* [Task to carry out] Show all lines containing "unsigned" from the data below.
--- --- ---
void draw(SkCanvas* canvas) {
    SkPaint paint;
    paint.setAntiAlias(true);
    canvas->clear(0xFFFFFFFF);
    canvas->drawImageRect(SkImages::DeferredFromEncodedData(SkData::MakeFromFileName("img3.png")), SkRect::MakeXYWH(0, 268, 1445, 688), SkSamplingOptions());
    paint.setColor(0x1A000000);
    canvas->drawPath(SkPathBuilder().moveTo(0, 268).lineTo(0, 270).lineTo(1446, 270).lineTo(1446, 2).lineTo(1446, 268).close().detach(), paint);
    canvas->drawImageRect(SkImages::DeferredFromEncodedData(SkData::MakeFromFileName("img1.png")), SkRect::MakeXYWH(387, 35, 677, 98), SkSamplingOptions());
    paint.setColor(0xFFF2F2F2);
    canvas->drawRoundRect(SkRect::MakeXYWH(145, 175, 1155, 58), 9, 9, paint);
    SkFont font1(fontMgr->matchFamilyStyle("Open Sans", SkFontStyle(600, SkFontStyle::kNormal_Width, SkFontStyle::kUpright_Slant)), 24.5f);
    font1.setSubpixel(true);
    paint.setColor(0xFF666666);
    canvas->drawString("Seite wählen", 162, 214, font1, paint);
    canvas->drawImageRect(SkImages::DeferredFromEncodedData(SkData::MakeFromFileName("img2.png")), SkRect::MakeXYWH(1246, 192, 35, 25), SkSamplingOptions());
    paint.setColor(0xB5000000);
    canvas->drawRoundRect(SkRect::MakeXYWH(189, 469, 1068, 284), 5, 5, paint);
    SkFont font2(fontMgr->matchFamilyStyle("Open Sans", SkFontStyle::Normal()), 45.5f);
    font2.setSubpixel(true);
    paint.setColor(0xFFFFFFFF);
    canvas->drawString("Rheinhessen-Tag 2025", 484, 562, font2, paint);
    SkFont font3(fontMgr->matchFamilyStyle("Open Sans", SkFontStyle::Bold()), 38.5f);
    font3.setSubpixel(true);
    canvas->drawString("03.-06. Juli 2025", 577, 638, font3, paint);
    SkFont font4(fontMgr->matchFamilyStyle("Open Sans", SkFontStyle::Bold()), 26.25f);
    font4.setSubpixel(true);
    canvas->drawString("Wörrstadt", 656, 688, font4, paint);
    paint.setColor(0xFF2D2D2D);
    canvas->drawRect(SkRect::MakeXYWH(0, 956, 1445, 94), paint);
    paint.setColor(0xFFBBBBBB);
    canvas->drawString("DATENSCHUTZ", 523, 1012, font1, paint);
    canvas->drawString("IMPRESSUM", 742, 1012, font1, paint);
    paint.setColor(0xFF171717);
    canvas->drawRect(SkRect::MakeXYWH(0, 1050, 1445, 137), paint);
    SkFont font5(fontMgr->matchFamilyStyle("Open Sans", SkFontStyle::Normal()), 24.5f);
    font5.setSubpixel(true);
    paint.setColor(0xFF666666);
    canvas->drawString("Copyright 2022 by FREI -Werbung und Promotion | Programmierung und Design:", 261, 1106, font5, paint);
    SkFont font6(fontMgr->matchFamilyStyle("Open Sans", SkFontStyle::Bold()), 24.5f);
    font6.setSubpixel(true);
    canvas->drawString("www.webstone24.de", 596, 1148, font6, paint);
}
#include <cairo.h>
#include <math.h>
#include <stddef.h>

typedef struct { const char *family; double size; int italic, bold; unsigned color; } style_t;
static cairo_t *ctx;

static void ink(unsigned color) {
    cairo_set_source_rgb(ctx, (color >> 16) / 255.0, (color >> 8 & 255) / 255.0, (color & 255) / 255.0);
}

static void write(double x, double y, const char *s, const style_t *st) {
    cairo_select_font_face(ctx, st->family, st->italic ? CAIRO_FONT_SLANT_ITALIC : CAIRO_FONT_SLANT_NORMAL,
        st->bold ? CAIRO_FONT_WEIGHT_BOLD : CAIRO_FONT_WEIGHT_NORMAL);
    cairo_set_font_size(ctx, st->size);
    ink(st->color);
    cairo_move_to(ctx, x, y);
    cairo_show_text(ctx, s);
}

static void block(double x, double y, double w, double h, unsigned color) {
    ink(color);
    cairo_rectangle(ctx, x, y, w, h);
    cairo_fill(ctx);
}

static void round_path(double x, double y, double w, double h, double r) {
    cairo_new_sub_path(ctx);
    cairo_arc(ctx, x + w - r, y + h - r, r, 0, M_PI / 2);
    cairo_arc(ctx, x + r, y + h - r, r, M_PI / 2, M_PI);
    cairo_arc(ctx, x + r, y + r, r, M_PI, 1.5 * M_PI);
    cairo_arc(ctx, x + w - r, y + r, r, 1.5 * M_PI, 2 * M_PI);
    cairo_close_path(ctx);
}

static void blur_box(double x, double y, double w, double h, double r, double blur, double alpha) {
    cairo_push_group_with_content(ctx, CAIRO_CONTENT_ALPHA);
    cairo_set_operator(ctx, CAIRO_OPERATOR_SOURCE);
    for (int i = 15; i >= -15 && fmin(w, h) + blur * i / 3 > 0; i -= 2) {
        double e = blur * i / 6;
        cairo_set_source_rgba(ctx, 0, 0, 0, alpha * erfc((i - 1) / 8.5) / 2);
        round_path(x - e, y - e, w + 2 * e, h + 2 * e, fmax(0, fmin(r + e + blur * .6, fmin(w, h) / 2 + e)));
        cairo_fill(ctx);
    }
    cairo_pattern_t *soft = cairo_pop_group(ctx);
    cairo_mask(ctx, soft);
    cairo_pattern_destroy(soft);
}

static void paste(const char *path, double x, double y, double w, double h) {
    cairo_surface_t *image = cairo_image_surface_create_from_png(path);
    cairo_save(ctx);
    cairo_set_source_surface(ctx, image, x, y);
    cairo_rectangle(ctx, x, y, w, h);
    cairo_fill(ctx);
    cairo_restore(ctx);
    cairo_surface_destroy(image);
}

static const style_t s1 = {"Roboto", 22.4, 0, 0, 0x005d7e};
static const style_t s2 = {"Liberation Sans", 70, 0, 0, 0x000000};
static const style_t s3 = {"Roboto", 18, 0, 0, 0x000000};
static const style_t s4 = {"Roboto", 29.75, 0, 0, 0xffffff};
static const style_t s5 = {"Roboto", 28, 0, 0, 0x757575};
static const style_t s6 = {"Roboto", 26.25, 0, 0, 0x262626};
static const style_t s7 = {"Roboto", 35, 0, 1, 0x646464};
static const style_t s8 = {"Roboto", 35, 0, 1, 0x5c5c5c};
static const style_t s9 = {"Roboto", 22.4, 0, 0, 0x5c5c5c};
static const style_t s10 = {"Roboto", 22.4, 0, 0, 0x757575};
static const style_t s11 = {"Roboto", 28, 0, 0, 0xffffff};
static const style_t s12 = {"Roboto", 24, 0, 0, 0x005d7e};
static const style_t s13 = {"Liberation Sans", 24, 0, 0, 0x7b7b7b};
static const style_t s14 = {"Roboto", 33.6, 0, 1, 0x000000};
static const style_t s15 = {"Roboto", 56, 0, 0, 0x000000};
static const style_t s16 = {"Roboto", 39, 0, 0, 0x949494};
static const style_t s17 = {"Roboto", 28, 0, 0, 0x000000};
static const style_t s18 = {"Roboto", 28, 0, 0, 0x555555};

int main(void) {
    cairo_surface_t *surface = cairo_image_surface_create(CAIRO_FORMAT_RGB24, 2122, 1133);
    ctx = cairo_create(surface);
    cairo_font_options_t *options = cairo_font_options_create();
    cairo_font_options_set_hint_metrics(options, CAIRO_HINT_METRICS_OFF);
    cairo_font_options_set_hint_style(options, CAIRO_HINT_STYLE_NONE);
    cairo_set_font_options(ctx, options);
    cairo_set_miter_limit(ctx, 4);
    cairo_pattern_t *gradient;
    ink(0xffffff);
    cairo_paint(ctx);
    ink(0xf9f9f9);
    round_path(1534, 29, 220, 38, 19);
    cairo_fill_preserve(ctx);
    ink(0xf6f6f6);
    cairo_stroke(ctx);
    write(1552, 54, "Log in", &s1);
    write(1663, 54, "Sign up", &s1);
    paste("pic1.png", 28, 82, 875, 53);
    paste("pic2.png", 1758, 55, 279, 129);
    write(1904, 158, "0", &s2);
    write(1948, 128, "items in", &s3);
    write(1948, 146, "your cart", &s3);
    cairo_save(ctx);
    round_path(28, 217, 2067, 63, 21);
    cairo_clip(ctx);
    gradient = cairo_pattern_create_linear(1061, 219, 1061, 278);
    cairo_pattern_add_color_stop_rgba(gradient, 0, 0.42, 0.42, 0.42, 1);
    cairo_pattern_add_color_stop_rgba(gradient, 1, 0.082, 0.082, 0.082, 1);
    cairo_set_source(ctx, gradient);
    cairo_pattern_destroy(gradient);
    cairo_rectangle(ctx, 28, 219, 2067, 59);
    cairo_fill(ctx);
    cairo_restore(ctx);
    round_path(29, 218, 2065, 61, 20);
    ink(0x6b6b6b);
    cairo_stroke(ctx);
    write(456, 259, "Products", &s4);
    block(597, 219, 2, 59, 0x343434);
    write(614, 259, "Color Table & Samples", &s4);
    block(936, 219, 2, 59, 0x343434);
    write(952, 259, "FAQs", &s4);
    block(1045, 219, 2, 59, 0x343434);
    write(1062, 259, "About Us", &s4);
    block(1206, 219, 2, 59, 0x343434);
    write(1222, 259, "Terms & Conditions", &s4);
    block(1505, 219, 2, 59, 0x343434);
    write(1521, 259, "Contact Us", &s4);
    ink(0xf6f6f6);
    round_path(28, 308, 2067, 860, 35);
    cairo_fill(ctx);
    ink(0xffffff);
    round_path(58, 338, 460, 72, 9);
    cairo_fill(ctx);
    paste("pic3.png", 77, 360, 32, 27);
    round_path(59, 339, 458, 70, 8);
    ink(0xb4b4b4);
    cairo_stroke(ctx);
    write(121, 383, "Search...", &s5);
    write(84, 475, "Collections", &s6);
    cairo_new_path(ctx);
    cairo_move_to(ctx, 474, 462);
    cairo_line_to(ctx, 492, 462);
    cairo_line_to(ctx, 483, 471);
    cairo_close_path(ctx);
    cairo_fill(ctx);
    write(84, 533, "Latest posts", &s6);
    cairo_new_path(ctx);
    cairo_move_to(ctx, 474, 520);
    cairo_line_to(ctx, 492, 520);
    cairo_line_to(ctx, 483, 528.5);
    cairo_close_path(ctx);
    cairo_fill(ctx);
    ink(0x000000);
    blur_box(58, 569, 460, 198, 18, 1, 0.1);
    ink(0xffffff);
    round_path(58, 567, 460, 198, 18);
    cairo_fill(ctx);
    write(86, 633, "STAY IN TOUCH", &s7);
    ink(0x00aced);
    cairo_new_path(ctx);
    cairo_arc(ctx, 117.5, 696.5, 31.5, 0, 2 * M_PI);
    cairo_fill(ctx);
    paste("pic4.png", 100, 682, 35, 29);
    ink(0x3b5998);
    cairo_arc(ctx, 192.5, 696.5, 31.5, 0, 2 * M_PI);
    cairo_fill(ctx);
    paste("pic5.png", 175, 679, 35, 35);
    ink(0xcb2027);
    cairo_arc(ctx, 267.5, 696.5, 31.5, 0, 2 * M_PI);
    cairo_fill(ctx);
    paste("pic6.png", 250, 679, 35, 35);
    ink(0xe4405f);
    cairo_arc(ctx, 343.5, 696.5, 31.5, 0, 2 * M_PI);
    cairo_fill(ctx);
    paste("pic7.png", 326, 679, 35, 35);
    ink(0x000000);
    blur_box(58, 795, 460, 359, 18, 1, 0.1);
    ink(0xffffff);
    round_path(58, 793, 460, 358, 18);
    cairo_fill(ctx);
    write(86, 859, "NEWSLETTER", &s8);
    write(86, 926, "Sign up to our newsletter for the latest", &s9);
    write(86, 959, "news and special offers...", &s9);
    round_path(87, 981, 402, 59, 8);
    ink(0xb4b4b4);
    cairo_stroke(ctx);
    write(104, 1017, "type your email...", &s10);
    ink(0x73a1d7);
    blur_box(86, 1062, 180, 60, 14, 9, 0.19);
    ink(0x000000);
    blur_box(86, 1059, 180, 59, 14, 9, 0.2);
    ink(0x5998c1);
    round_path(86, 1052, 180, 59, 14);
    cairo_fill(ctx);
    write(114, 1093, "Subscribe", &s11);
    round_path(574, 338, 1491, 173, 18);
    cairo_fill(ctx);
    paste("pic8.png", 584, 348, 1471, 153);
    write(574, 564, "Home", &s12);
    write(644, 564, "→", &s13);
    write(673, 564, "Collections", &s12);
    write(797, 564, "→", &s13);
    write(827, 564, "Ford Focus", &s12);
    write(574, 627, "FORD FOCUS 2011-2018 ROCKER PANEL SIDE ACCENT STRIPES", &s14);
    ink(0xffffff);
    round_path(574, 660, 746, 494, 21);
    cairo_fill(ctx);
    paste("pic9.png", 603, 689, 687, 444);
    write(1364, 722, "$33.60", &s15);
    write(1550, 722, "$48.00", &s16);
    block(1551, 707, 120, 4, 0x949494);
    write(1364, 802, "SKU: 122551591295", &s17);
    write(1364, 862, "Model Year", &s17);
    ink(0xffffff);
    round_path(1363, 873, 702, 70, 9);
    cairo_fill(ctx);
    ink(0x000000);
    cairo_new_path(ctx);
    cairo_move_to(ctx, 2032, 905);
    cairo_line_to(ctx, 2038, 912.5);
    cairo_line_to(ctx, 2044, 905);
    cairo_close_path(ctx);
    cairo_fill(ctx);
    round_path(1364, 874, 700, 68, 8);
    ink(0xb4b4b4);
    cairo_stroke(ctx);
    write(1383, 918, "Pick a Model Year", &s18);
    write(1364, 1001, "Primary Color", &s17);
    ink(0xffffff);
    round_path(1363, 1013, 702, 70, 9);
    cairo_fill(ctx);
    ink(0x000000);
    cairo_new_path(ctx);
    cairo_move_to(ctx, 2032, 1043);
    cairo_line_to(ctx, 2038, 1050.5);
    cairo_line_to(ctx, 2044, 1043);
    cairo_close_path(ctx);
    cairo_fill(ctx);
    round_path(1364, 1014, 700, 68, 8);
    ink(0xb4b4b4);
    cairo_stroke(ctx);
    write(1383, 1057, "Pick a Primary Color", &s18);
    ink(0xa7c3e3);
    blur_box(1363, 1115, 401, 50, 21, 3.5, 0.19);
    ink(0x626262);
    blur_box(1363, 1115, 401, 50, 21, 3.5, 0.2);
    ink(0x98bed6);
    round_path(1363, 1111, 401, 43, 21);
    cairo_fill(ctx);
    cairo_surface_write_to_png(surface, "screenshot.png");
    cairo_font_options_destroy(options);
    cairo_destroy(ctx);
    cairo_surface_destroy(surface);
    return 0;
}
--- --- ---
* [The answer]
typedef struct { const char *family; double size; int italic, bold; unsigned color; } style_t;
static void ink(unsigned color) {
static void block(double x, double y, double w, double h, unsigned color) {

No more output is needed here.